With President Donald Trump’s threat to “shut the government down” if he doesn’t get his way, the politics of the border wall have reached an absurd impasse. There is plenty of blame to go around.
Let’s start with Senate Minority Leader Charles Schumer, D-N.Y. He has the votes to block debate on a necessary bill to fund the government after Dec. 21, and he refuses to allow a vote if the bill, covering hundreds of billions in federal spending, includes relatively modest sums sought by Mr. Trump to improve border security.
The administration request, $5 billion, is a small fraction of what the government spends in a year. The Democratic counteroffer of $1.3 billion — with no funds for construction of a wall — clearly does not meet the president’s request. But a number between those two figures would likely do it if the Democrats want to compromise.
The Democrats have dug themselves into an unyielding position on the symbolism of a wall. House Minority Leader Nancy Pelosi, D-Calif., has called it “immoral.”
For his part, President Trump has been equally unyielding, although his supporters in Congress believe he would accept a reasonable compromise on the size of the budget item if offered.
The trio showed little appetite for com-promise Tuesday as they sparred during
an Oval Office meeting. The on-camera
discussion at times became personal and biting.

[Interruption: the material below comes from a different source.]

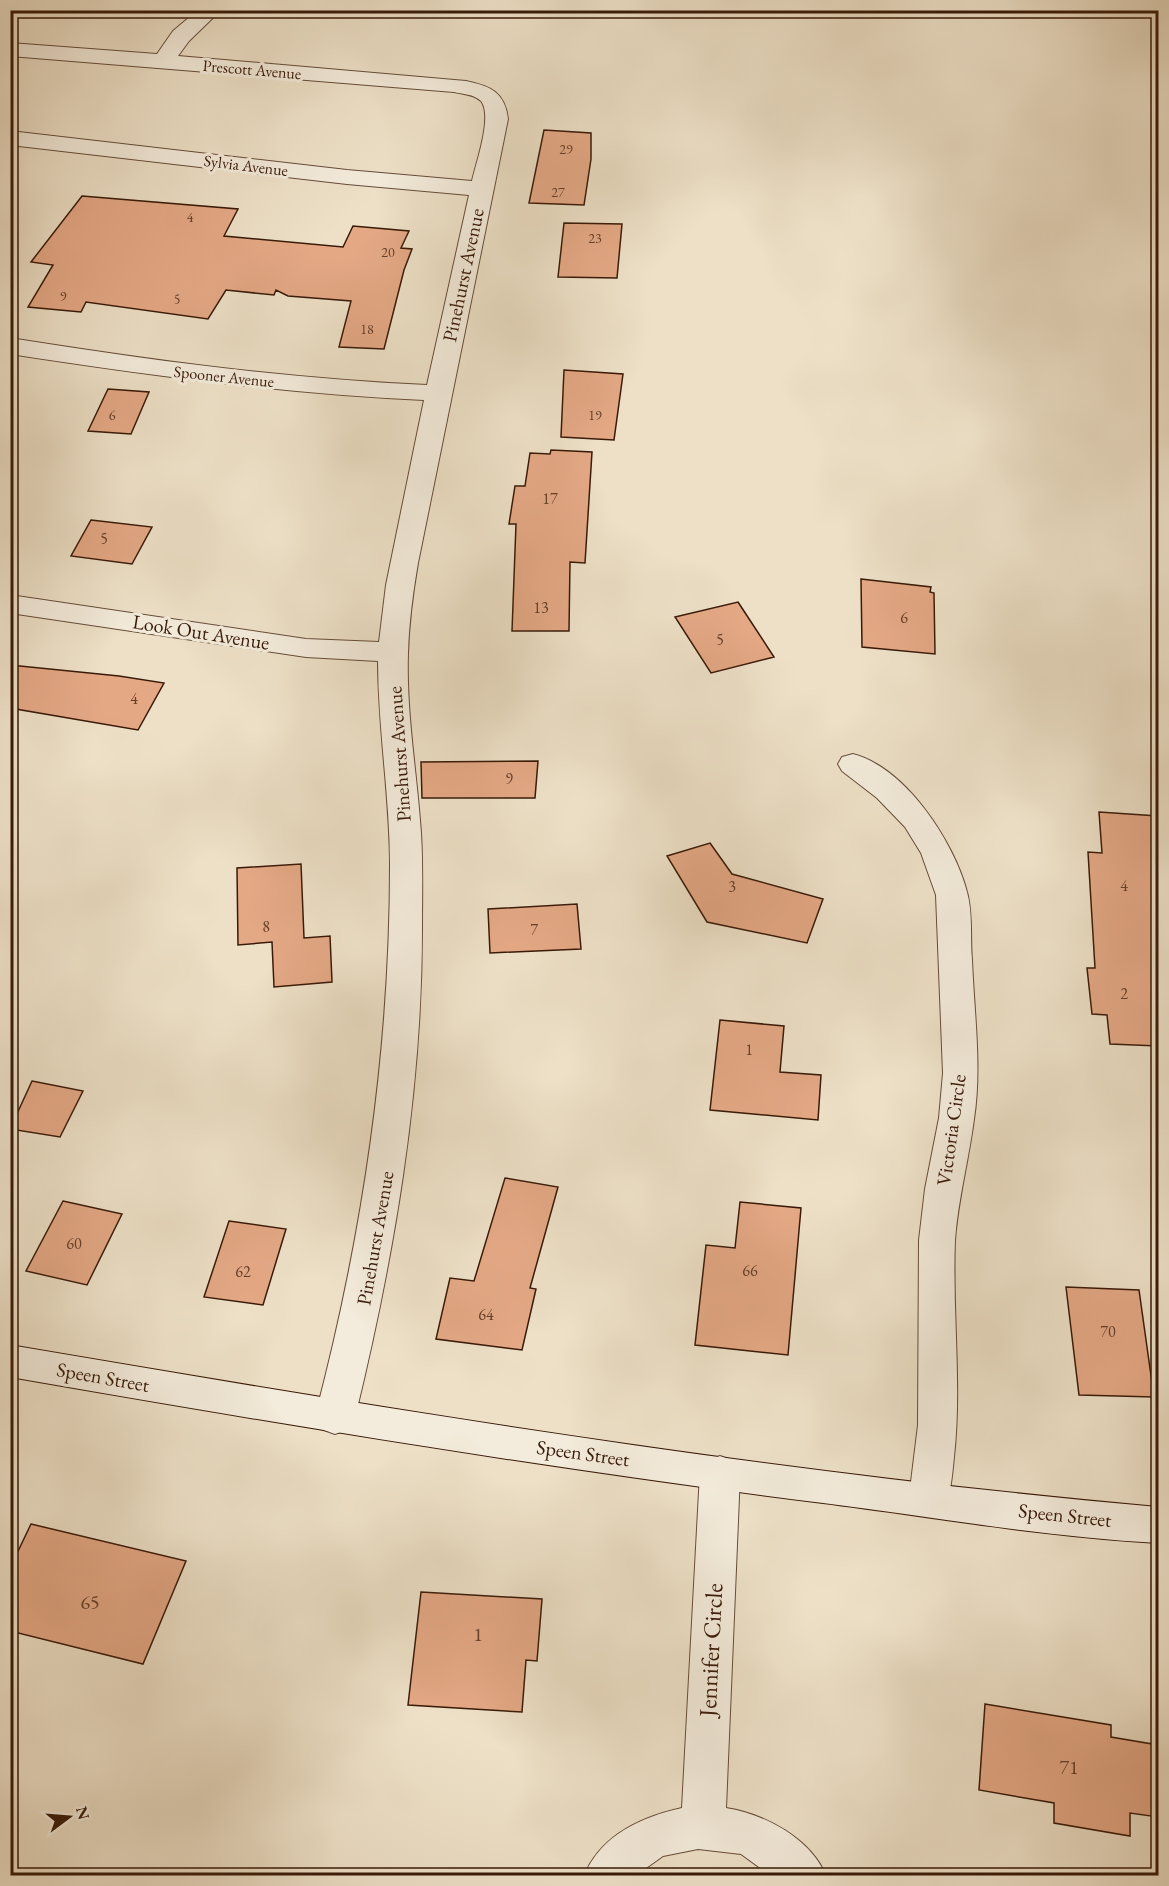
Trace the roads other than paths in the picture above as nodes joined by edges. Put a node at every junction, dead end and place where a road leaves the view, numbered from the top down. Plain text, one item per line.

Behind this show of intransigence is the division between the two political parties over immigration law reform. Broadly speaking the Republican approach seeks to make it harder for both illegal and legal immigration from Central America and to ease immigration from the rest of the world on a selective basis. Democrats appear to prefer something like the existing system of immigration preferences and less-restrictive border controls than the Republicans.
At this stage it seems that both sides would rather take the issue to the polls than find a point of agreement.
Secure borders are absolutely necessary for the safety of Americans. But it is ridiculous to shut down the government over these differences.
This shutdown drama is more evidence that Congress is not performing its duty to fund on a regular and predictable basis the government it has created. The system that has taken the place of “regular order” forces repeated delays and temporary funding bills. That makes it hard to manage government programs efficiently, including the military budget, and does not serve the taxpayers’ interest in getting value for their sacrifices to pay for the government.
It also diverts attention toward short-term issues and away from the unwillingness of Congress to adopt spending and tax reforms aimed at bringing unsustainable deficits under control.
It is time for Americans of all political persuasions to say they are fed up with
this irresponsible and destructive approach to government and put pressure on both parties to work together for the national interest instead of engaging in partisan bickering.